Behind the Paper

Can we use people's words to test for psychological differences?

Natural language processing offers rich possibilities for measuring people's psychology through everyday language. But do words really reflect psychological characteristics? This study outlines several methods for checking the validity of inferring people's psychology from the words they use.

Thomas Talhelm Mar 11, 2025

In a recent post, I wrote about how the words people write on social media in China reveal cultural differences. Rice-farming southern China used more words reflecting collectivism, prevention orientation, and conflict avoidance than people in wheat-farming northern China. But this raises the question of whether analyzing word use is a valid method of measuring people's psychology.

One good reason to be skeptical is that words have lots of different meanings across contexts. How can we be sure that words about social relationships tap into collectivism or that cognitive words like "cause" and "because" tap into analytic thought? In our study, we tackled this question in three ways.

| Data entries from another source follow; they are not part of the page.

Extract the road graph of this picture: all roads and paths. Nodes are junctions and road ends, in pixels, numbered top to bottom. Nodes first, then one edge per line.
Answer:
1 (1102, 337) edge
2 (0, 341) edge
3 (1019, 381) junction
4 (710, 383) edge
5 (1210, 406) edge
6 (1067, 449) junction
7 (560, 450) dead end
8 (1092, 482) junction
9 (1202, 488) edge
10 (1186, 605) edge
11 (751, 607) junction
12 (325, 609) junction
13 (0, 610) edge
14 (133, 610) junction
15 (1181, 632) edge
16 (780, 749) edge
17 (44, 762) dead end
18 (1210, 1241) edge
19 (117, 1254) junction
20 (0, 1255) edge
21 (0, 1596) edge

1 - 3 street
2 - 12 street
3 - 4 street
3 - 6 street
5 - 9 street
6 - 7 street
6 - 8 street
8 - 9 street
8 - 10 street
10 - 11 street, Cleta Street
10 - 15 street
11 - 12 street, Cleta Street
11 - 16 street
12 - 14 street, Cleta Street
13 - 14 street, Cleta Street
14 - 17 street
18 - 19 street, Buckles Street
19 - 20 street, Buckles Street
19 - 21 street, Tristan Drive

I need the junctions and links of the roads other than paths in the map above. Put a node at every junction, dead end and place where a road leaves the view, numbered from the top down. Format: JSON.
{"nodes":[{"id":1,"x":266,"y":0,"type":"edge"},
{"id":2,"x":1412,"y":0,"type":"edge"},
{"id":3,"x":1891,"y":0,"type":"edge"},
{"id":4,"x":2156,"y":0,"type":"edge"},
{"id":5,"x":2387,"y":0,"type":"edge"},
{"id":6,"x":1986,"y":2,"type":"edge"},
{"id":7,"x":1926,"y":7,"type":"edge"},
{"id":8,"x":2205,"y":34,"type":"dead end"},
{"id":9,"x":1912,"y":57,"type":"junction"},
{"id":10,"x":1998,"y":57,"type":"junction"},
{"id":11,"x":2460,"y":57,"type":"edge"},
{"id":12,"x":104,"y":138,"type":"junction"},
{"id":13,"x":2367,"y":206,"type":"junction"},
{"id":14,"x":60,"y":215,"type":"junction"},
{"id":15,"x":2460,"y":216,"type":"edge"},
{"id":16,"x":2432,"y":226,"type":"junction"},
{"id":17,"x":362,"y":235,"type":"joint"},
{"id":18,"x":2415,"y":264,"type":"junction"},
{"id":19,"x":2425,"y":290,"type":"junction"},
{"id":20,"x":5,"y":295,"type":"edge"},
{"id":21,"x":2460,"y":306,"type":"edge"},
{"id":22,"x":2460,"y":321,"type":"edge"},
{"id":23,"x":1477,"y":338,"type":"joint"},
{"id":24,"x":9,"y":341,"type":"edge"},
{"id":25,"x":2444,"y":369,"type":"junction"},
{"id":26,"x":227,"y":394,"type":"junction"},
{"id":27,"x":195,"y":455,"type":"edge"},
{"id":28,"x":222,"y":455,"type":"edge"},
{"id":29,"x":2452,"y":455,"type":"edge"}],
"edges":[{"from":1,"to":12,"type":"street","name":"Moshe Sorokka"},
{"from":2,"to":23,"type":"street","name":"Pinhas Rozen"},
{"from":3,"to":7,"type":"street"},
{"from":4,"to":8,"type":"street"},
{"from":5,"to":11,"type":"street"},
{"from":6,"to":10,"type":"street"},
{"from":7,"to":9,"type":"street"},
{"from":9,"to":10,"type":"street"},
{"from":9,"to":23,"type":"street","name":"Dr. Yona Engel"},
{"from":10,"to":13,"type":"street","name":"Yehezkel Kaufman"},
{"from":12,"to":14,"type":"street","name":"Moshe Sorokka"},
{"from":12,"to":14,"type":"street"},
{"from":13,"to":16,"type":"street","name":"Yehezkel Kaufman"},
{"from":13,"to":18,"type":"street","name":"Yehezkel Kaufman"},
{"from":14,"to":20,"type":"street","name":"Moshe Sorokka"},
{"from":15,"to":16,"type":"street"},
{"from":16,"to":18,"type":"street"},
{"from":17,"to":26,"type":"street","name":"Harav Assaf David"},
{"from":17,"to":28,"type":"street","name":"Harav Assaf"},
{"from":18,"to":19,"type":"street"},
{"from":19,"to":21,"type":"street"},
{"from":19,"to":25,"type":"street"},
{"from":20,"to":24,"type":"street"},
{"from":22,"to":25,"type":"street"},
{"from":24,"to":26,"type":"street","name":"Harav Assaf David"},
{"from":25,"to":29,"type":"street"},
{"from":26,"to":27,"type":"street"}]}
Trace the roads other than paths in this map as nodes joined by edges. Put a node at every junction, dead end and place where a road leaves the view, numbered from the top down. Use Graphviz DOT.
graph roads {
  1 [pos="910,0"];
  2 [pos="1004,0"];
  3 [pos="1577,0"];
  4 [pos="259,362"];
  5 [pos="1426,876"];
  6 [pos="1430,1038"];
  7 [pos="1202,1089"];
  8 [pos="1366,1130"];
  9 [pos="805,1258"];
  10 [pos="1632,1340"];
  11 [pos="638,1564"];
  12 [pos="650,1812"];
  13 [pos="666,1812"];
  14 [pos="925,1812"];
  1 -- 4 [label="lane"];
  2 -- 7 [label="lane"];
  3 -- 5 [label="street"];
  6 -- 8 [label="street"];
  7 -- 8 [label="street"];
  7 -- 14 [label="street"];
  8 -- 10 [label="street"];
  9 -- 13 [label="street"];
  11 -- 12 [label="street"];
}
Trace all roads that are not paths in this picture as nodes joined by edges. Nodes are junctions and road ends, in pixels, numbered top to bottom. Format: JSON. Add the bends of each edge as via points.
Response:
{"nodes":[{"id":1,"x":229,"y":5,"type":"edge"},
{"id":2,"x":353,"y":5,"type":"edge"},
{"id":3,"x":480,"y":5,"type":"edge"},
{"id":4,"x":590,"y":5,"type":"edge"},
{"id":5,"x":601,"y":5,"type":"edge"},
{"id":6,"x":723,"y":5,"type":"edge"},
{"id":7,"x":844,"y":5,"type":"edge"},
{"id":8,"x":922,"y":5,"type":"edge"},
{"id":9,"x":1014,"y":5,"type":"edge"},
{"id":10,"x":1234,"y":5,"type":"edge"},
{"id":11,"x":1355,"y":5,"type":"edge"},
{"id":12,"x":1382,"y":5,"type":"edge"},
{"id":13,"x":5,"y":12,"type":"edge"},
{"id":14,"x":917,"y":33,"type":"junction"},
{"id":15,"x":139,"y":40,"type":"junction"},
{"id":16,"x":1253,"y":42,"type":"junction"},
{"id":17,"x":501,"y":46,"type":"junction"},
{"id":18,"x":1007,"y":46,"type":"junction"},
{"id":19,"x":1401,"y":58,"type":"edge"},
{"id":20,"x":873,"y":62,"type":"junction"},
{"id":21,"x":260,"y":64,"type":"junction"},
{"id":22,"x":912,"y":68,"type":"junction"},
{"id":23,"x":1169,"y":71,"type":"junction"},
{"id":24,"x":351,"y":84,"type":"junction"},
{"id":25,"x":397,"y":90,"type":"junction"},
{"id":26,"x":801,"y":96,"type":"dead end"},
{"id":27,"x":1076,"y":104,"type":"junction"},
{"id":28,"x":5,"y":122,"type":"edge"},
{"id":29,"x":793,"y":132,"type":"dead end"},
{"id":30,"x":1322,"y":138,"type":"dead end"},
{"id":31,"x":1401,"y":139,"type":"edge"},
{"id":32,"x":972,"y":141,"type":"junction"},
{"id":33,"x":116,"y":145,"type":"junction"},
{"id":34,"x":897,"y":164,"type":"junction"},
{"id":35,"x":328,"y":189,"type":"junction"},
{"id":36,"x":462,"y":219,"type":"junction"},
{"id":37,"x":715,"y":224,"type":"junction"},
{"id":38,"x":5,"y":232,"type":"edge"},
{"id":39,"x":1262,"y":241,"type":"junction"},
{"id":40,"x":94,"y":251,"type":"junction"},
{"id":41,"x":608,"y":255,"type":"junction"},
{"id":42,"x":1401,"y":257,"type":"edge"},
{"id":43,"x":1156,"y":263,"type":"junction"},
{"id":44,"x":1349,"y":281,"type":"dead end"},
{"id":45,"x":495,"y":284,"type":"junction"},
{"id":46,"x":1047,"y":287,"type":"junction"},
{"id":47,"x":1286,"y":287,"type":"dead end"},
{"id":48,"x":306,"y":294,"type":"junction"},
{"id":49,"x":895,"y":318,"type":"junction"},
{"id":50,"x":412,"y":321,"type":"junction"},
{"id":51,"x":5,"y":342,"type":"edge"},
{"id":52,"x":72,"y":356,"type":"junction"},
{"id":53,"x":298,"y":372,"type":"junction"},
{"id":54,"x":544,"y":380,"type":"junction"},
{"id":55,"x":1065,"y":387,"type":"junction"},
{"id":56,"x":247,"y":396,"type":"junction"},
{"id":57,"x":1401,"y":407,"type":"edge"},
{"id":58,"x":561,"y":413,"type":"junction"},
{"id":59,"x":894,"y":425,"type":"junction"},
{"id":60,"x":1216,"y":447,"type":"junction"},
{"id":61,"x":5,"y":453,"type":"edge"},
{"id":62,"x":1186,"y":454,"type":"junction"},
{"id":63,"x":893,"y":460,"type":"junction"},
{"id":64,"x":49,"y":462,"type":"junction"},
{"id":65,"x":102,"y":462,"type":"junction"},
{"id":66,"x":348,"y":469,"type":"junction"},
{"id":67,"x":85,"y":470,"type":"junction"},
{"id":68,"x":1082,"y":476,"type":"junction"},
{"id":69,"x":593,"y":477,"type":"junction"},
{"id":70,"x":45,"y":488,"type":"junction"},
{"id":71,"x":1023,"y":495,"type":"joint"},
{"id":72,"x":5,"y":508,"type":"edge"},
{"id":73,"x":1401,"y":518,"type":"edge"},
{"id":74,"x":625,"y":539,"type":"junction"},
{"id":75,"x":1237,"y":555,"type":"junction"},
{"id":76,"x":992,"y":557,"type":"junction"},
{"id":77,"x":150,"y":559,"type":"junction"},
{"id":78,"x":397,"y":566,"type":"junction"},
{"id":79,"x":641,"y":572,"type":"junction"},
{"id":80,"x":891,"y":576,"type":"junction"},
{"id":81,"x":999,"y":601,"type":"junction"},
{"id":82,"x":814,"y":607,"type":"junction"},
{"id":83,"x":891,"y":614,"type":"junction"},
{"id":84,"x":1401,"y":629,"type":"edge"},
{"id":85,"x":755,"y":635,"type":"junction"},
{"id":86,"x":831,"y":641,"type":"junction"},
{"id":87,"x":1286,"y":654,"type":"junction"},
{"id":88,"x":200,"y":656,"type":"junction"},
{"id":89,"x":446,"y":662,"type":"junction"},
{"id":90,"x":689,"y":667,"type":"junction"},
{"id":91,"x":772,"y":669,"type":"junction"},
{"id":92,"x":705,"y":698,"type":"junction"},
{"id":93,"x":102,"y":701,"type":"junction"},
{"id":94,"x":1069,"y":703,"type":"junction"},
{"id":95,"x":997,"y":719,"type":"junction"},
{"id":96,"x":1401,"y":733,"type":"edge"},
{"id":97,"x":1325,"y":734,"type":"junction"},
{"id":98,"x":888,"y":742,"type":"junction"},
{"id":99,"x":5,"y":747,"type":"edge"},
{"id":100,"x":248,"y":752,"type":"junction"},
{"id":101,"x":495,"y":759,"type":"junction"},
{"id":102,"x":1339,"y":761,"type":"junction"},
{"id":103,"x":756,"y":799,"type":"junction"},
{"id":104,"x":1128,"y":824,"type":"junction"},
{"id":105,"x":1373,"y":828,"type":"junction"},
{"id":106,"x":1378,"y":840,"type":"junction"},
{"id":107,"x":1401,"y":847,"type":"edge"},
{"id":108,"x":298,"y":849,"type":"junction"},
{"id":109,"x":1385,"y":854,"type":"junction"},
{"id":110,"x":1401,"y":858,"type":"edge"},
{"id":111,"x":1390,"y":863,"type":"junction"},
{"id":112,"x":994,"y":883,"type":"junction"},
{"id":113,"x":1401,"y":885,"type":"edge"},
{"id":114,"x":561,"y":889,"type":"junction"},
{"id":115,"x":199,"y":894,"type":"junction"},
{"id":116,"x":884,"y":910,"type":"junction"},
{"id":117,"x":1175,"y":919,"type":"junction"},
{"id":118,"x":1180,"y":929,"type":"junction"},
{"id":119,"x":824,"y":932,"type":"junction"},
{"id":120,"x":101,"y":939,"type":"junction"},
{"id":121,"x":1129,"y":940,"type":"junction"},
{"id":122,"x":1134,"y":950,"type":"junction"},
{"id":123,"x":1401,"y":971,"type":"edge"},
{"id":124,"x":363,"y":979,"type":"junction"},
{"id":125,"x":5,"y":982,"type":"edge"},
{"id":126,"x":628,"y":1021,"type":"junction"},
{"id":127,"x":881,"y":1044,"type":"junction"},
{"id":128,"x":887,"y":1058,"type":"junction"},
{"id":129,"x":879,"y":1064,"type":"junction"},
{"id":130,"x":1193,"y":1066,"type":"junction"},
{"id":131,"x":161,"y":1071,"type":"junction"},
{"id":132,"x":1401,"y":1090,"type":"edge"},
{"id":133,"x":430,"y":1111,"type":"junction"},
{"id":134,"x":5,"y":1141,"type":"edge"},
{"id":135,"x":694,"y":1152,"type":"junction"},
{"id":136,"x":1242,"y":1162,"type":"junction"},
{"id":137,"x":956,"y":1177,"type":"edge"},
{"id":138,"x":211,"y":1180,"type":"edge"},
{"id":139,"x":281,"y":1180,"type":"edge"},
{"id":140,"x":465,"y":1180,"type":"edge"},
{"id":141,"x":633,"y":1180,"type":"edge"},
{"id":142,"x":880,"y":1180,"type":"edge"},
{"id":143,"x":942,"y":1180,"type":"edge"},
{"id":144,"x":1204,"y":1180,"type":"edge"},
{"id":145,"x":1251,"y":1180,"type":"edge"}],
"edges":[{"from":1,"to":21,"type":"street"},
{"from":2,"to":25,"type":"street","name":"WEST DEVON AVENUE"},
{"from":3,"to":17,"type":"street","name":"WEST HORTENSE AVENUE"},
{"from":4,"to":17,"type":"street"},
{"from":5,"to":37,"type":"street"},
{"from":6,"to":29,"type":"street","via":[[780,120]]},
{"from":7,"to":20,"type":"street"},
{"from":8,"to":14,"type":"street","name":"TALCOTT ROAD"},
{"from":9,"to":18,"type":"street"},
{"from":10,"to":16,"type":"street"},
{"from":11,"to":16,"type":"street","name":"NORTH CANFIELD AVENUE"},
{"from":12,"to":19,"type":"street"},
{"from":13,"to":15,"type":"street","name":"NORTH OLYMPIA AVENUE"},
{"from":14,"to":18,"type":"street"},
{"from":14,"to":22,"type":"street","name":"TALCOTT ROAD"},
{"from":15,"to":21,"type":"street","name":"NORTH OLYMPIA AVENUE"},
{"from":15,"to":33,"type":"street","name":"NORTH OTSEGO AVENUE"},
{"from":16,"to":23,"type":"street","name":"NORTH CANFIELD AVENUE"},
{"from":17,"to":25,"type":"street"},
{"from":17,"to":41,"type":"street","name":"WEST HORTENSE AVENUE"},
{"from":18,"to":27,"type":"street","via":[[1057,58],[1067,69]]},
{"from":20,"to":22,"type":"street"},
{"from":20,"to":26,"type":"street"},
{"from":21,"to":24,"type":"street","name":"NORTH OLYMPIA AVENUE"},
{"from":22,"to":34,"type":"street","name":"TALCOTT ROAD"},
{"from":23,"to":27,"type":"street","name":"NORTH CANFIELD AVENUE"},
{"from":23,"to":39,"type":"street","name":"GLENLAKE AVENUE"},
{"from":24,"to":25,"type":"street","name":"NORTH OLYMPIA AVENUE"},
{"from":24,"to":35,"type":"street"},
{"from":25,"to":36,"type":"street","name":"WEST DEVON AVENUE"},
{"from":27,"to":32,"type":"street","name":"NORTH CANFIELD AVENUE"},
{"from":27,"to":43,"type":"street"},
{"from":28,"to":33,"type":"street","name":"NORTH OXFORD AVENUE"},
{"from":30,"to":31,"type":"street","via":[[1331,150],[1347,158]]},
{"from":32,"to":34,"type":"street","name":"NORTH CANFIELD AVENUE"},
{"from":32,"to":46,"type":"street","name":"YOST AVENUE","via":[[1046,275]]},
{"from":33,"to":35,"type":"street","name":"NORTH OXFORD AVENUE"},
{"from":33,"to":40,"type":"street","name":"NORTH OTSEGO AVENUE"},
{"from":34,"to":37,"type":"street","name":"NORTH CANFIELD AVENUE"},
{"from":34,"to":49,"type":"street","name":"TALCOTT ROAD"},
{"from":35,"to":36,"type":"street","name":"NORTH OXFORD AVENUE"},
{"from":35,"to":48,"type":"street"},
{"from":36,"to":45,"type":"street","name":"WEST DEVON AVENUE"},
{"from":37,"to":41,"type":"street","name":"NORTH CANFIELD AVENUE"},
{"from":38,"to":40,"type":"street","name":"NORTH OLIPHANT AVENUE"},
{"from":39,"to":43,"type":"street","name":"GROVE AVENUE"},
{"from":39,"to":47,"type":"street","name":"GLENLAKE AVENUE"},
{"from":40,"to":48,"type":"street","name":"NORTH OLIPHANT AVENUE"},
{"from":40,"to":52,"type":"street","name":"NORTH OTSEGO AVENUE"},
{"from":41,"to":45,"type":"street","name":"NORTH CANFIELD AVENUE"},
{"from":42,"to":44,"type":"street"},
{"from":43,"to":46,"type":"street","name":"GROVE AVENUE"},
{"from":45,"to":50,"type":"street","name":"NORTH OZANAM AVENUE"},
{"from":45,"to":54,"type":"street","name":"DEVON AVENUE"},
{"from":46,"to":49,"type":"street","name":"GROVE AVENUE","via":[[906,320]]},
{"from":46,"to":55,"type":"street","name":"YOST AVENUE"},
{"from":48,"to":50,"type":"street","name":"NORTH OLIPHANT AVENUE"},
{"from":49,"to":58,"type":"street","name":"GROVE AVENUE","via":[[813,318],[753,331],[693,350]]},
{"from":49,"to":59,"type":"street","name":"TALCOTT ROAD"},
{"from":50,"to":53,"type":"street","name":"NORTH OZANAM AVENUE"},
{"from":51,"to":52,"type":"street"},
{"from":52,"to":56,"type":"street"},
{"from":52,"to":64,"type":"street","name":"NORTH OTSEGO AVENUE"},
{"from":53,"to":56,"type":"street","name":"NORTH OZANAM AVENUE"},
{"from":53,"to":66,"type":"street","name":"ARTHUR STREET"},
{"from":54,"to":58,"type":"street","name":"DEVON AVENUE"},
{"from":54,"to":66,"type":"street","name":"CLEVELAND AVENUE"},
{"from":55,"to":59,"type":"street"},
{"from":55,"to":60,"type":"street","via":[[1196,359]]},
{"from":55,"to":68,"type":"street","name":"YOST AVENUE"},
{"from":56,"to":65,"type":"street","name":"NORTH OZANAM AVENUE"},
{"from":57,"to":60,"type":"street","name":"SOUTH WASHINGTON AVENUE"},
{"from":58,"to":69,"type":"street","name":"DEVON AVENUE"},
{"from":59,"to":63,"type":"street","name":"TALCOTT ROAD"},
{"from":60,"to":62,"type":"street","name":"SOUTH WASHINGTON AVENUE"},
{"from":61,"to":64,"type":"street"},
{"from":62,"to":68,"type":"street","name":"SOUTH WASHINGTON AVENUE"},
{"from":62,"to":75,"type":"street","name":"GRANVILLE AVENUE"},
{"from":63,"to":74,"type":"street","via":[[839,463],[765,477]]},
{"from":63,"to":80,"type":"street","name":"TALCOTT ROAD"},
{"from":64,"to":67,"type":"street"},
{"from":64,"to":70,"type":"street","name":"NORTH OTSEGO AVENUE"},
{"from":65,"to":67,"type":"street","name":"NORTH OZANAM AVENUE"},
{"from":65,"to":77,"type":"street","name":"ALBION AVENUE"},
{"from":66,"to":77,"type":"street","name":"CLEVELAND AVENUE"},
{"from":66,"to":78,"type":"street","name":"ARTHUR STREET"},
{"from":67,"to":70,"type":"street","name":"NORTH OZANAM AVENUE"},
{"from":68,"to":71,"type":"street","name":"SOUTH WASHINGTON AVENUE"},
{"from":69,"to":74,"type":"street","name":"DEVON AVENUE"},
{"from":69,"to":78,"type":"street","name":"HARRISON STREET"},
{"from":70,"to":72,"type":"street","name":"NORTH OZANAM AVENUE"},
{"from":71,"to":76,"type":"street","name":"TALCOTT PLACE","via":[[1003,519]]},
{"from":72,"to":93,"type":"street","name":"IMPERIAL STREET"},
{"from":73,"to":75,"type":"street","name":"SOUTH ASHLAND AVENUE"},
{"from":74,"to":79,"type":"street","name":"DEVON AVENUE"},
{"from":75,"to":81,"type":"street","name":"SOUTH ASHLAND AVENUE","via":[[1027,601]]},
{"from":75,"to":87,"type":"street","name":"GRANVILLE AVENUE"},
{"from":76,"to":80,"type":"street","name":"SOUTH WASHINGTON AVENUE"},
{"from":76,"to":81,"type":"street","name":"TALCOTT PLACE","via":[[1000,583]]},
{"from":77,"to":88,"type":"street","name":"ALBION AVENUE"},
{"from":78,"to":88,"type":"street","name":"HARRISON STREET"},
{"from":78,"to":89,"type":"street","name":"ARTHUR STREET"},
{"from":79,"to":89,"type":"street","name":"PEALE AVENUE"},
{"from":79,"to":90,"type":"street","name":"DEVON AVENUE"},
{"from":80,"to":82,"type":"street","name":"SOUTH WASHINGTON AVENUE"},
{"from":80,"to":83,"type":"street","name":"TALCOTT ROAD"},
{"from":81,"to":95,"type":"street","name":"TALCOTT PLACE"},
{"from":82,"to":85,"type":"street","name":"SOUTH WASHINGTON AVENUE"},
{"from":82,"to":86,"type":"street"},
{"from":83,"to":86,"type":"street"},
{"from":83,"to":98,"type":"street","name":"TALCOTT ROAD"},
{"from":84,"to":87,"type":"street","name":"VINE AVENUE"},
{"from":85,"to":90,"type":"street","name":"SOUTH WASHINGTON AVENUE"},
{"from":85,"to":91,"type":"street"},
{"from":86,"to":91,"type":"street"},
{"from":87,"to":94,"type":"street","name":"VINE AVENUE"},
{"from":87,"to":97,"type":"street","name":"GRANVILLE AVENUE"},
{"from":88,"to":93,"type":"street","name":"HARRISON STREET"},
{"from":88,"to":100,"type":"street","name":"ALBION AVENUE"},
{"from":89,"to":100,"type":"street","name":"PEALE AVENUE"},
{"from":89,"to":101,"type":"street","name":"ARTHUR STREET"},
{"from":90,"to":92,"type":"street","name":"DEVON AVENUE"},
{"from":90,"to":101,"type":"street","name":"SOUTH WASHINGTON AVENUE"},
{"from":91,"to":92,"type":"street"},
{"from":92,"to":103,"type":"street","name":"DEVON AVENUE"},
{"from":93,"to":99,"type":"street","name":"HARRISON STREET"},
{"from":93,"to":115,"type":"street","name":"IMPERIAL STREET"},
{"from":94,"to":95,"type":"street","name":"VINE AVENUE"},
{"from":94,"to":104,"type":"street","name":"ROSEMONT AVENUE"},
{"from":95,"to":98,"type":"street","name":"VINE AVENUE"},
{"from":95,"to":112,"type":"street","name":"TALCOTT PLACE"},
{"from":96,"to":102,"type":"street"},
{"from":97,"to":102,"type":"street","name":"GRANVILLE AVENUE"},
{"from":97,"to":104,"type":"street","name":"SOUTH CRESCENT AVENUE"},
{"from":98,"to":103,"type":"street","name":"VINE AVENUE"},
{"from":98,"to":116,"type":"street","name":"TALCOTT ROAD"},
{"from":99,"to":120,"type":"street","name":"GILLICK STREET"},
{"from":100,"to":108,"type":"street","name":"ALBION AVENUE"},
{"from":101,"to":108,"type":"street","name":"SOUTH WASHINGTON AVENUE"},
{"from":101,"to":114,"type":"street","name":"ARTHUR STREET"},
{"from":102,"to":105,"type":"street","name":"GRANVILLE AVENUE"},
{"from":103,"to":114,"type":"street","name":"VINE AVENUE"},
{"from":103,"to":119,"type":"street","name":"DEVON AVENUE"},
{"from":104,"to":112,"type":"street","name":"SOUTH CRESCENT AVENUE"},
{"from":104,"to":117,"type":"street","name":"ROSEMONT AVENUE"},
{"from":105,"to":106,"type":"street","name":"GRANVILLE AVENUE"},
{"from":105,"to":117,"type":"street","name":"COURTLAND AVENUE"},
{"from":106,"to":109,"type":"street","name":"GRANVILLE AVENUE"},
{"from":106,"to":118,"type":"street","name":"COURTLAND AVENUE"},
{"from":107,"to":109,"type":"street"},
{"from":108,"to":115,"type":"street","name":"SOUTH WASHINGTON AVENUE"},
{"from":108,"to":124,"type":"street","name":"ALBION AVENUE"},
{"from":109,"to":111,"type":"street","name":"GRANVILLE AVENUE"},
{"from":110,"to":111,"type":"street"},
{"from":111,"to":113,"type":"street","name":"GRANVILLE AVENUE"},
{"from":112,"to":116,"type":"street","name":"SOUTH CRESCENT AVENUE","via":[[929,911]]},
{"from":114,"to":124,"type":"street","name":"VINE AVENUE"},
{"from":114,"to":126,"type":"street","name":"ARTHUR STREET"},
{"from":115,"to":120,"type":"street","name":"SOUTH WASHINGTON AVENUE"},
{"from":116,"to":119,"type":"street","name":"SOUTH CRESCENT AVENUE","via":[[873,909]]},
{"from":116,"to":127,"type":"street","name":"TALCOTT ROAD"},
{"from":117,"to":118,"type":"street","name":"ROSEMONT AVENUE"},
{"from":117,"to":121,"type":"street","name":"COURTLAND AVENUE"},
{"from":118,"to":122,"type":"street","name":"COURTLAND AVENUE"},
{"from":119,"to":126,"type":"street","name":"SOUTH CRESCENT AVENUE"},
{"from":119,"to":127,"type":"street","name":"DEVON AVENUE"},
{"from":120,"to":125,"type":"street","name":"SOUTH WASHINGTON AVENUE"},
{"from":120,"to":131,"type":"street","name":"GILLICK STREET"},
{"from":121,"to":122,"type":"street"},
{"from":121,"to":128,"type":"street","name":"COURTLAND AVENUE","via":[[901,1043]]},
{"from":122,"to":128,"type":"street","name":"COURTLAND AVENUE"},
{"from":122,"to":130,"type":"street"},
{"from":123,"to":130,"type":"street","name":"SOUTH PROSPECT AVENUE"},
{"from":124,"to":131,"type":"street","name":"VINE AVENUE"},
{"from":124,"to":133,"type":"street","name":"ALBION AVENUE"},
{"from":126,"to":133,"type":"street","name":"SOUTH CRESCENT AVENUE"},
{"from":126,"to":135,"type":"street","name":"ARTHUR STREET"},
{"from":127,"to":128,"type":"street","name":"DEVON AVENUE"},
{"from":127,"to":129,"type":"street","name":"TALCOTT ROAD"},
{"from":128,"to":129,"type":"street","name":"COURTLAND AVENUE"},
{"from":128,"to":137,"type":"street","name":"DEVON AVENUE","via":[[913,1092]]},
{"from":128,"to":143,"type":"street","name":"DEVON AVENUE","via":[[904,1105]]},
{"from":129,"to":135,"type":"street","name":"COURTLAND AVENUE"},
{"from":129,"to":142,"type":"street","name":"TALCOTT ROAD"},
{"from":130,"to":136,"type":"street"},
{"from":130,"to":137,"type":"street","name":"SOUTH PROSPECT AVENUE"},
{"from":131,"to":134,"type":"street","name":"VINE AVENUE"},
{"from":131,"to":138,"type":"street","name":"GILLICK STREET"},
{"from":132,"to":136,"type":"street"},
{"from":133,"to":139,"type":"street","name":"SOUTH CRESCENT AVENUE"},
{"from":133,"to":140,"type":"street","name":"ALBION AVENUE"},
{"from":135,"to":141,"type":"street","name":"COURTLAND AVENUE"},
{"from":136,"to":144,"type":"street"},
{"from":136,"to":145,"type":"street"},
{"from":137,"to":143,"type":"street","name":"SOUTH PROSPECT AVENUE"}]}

Method 1: Criterion Validity

One way is to test whether regions’ use of these word categories correlate with things that collectivistic cultures tend to have more or less of. For example, several studies have found that collectivistic cultures have more three-generation households, tighter social norms, and lower divorce rates. And because I've tested people all over China with psychological tasks measuring cultural differences, we can compare word use to differences in holistic thought tasks in the lab.

Most categories passed these validity checks, but some categories failed. One surprise was “I” versus “we.”

That’s surprising because several studies have used “we” to measure collectivism and “I” to measure individualism. This data casts doubt on whether we should be using "I" versus "we" pronouns to measure collectivism.

Method 2: Considering Dialects

Another concern is dialects. Doesn’t Chinese have lots of dialects that are very different? A careful analysis should make sure the differences are not thrown off course by dialect.

One fortunate thing (for researchers!) about dialects in China is that the Mandarin dialect is broad enough to include both rice and wheat areas. So we can test rice-wheat differences after limiting the sample just to areas that speak Mandarin.

We also tried excluding Cantonese-speaking provinces because Cantonese is arguably the dialect with the most developed written system. The fact that rice-wheat differences remained significant suggests that the differences are independent from dialects.

Method 3: Internal Validity

One simple method psychologists often use is to test whether variables that are supposedly measuring the same idea actually correlate with each other. For example, we created a word category of "universalism" words. These are words about broad human relationships (such as "humanity" and "the people"), rather than narrow, close relationships.

If our theory is correct, people should tend to use these words together. For example, people who use "humanity" should be more likely to also use words like "the public." And people who tend not to use the word "global" should be less likely to use words like "the people."

Psychologists often test this using a metric called Cronbach's alpha, although analyses of word frequencies can use a more precise metric called KR20. Some researchers suggest the alpha should be above 0.60, although expectations should take into account the context and the difficulty of measurement.

These methods can help check whether people's language use is tapping into the psychology we think it is. Checks like these can avoid mistakes like the idea that "I," "me," and "my" reflect individualism, whereas "we," "us," and "ours" reflect collectivism. Although this idea is intuitively appealing, it failed validity checks.